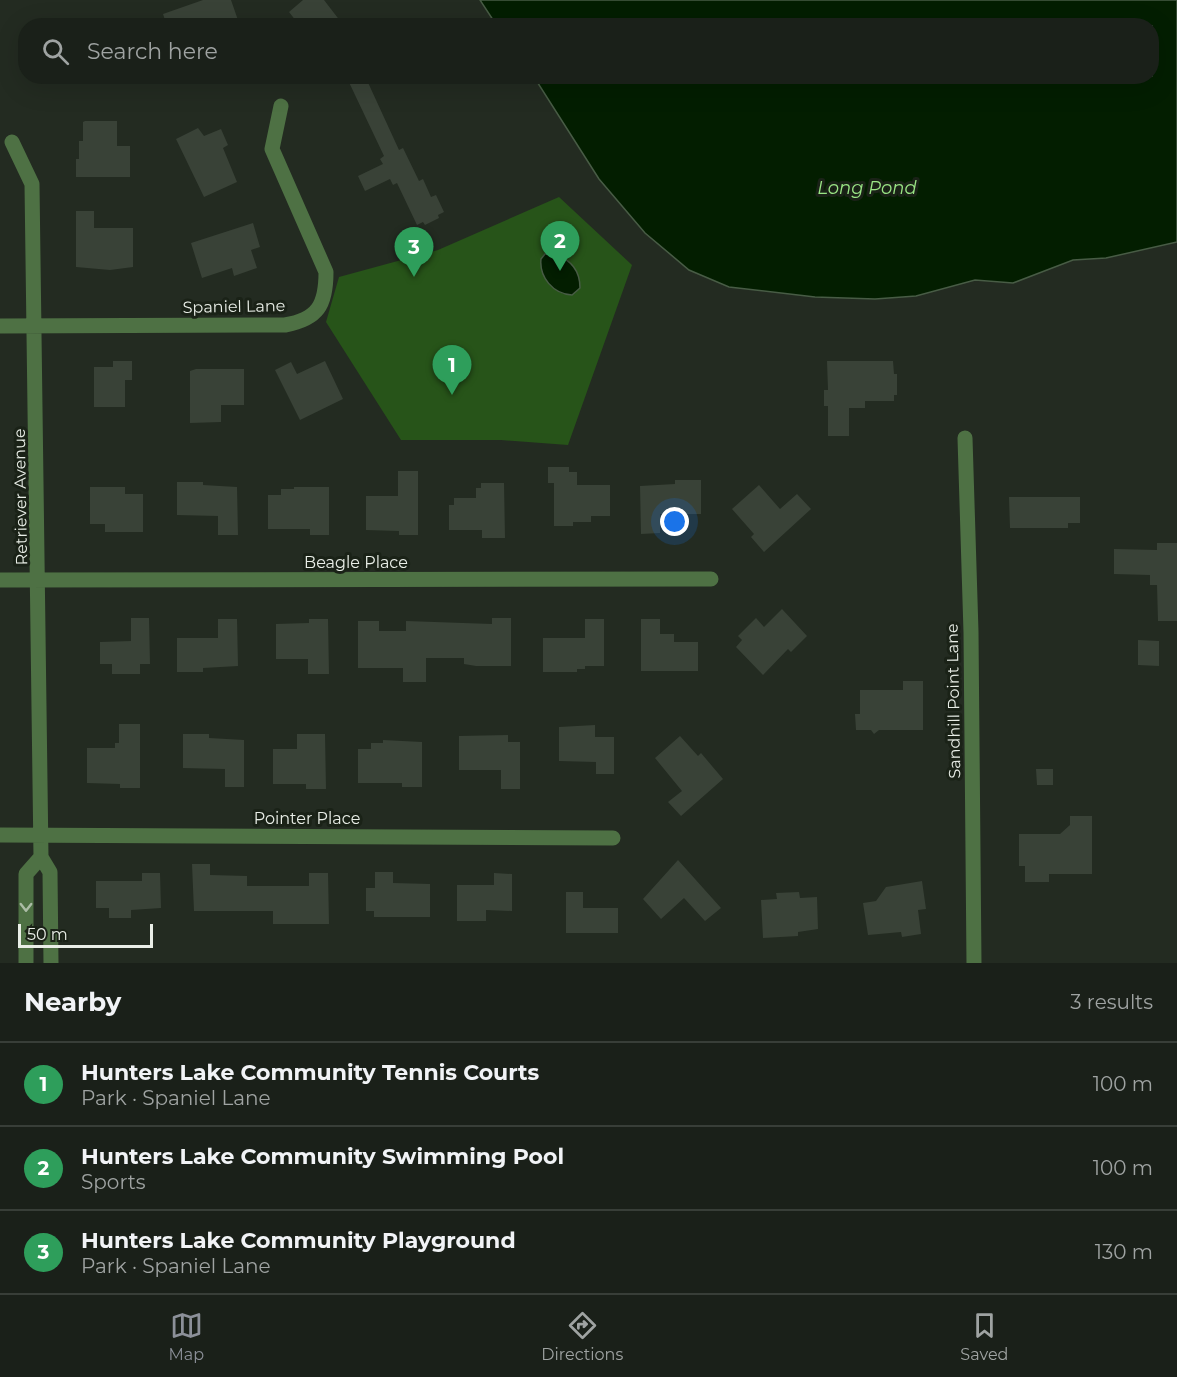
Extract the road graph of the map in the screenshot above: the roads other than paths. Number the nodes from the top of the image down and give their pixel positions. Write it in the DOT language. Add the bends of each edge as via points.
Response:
graph roads {
  1 [pos="281,106"];
  2 [pos="12,142"];
  3 [pos="35,325"];
  4 [pos="0,326"];
  5 [pos="965,438"];
  6 [pos="711,579"];
  7 [pos="0,580"];
  8 [pos="39,580"];
  9 [pos="0,835"];
  10 [pos="40,835"];
  11 [pos="613,838"];
  12 [pos="40,857"];
  13 [pos="26,963"];
  14 [pos="51,963"];
  15 [pos="974,963"];
  1 -- 3 [label="street, Spaniel Lane" via="272,149 326,272 326,293 318,310 302,322 285,325"];
  2 -- 3 [label="street, Retriever Avenue" via="32,184"];
  3 -- 4 [label="street, Spaniel Lane"];
  3 -- 8 [label="street, Retriever Avenue"];
  5 -- 15 [label="street, Sandhill Point Lane"];
  6 -- 8 [label="street, Beagle Place"];
  7 -- 8 [label="street, Beagle Place"];
  8 -- 10 [label="street, Retriever Avenue"];
  9 -- 10 [label="street, Pointer Place"];
  10 -- 11 [label="street, Pointer Place"];
  10 -- 12 [label="street, Retriever Avenue"];
  12 -- 13 [label="street, Retriever Avenue, one-way" via="26,874"];
  12 -- 14 [label="street, Retriever Avenue" via="50,872"];
}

____

Reproduce all the material exactly, omitting images.

(RESULT OF THIS TASK):
Extract the road graph of the map in the screenshot above: the roads other than paths. Number the nodes from the top of the image down and give their pixel positions. Write it in the DOT language. Add the bends of each edge as via points.
Response:
graph roads {
  1 [pos="281,106"];
  2 [pos="12,142"];
  3 [pos="35,325"];
  4 [pos="0,326"];
  5 [pos="965,438"];
  6 [pos="711,579"];
  7 [pos="0,580"];
  8 [pos="39,580"];
  9 [pos="0,835"];
  10 [pos="40,835"];
  11 [pos="613,838"];
  12 [pos="40,857"];
  13 [pos="26,963"];
  14 [pos="51,963"];
  15 [pos="974,963"];
  1 -- 3 [label="street, Spaniel Lane" via="272,149 326,272 326,293 318,310 302,322 285,325"];
  2 -- 3 [label="street, Retriever Avenue" via="32,184"];
  3 -- 4 [label="street, Spaniel Lane"];
  3 -- 8 [label="street, Retriever Avenue"];
  5 -- 15 [label="street, Sandhill Point Lane"];
  6 -- 8 [label="street, Beagle Place"];
  7 -- 8 [label="street, Beagle Place"];
  8 -- 10 [label="street, Retriever Avenue"];
  9 -- 10 [label="street, Pointer Place"];
  10 -- 11 [label="street, Pointer Place"];
  10 -- 12 [label="street, Retriever Avenue"];
  12 -- 13 [label="street, Retriever Avenue, one-way" via="26,874"];
  12 -- 14 [label="street, Retriever Avenue" via="50,872"];
}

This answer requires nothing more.